Amazing, isn’t it? Not how drunk he is, but how much space there is between each word he speaks, how he tells almost the whole story, how sweet he seems, how charming and affected and innocent.  Part of the audiobook, Ernest Hemingway Reads Ernest Hemingway, this was recorded on a pocket recorder sometime in the 50’s.

We have precisely 1,456,987 books in stock with Hemingway as their subject. Here’s just a handful of our bestsellers:

“Focusing on the years 1934 to 1961—from Hemingway’s pinnacle as the reigning monarch of American letters until his suicide—Paul Hendrickson traces the writer’s exultations and despair around the one constant in his life during this time: his beloved boat, Pilar.”

“Ernest Hemingway always had cats as companions, from the ones he adored as a child in Illinois and Michigan, to the more than 30 he had as an adult in Paris, Key West, Cuba, and Idaho. All are chronicled and most are pictured here, along with revelations of how they fit into the many twists and turns of his life and loves.”

“A deeply evocative story of ambition and betrayal, The Paris Wife captures a remarkable period of time and a love affair between two unforgettable people: Ernest Hemingway and his wife Hadley.” A novel.

“Compelling, illuminating, poignant, and deeply insightful, Paris Without End provides a rare, intimate glimpse of the writer who so fully captured the American imagination and the remarkable woman who inspired his passion and his art—the only woman Hemingway never stopped loving.” Not a novel.

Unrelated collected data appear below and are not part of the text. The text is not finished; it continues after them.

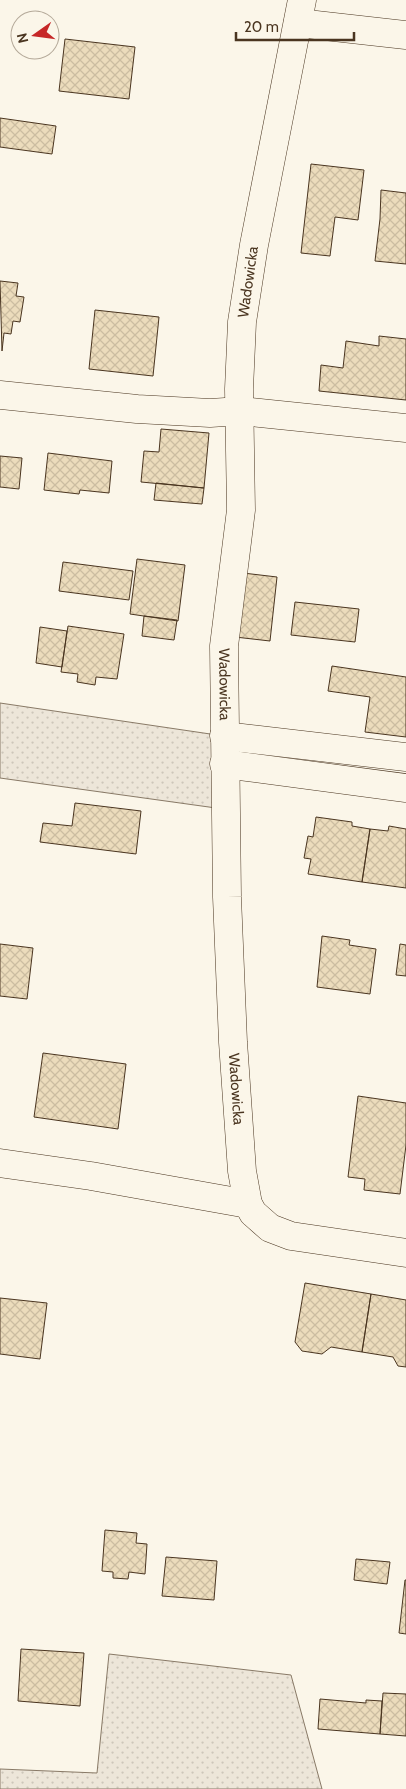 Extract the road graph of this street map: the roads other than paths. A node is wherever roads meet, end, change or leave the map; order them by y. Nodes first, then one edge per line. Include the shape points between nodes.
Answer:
1 (300, 11) edge
2 (406, 35) edge
3 (0, 395) edge
4 (241, 411) junction
5 (406, 428) edge
6 (224, 736) junction
7 (406, 757) edge
8 (224, 764) junction
9 (406, 788) edge
10 (0, 1163) edge
11 (248, 1204) junction
12 (406, 1253) edge

1 - 2 street
1 - 4 street, Wadowicka via 247,282 240,363
3 - 4 street via 137,409 210,413
4 - 5 street
4 - 6 street, Wadowicka via 241,510 224,646
6 - 7 street
6 - 8 street, Wadowicka
8 - 9 street
8 - 11 street, Wadowicka via 233,1042 242,1171
10 - 11 street
11 - 12 street, Wadowicka via 270,1228 291,1236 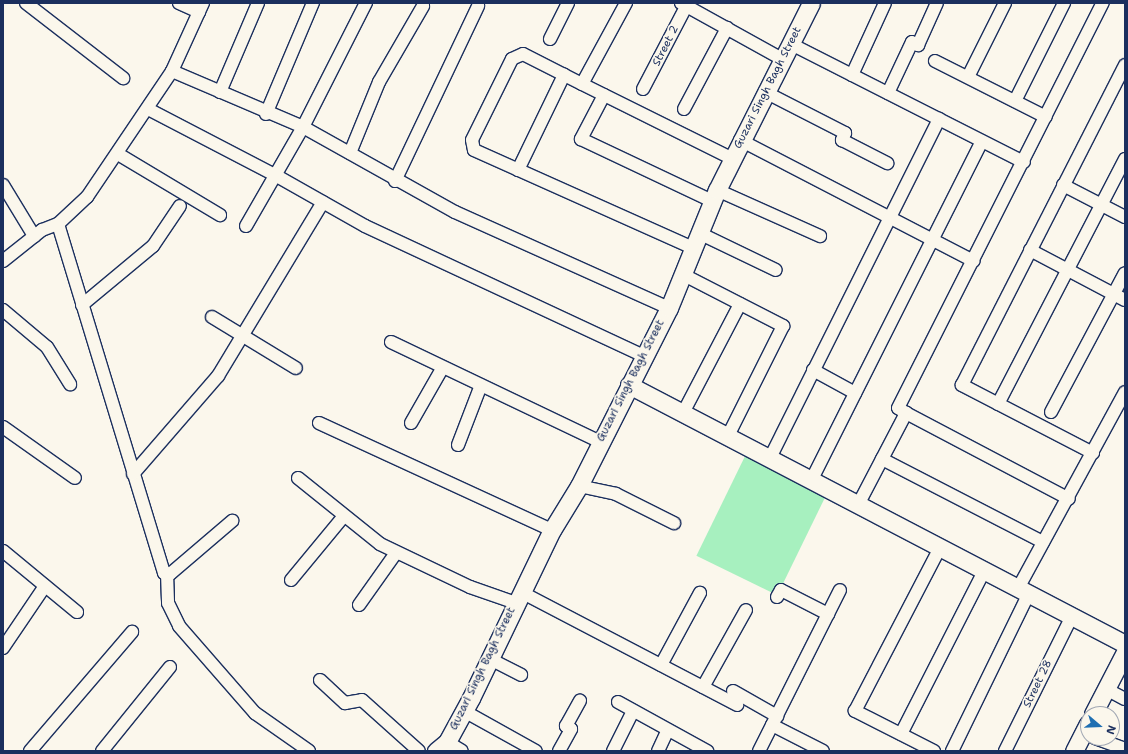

“With books like 2001’s PEN/Faulkner winner Bel Canto and the new State of Wonder, Patchett has demonstrated a singular ability to write smart literary novels that are also big best sellers. And when it comes to literature and books in general, she’s put her money where her mouth is: in 2011 she opened Parnassus Books in her hometown of Nashville, placing herself on the front lines of several ongoing battles for the fate of the printed word.”

Ann Patchett is one of the nominees for Time Magazine‘s Most Influential People of 2012. I decided to vote “Definitely” as opposed to “No Way” when asked by a poll whether she should be on the list. 55.16% have said No Way.  Also, she’s right in between Leon Panetta and Ron Paul. I can’t explain why, but that’s the funniest thing I’ve seen in a long time.

Speaking of jokes, did you know that the 2012-13 California budget provides zero (0) funding for public libraries? That’s zero dollars. You can write a letter or ten, and here’s some information.

Truman Capote’s bedroom. See others here.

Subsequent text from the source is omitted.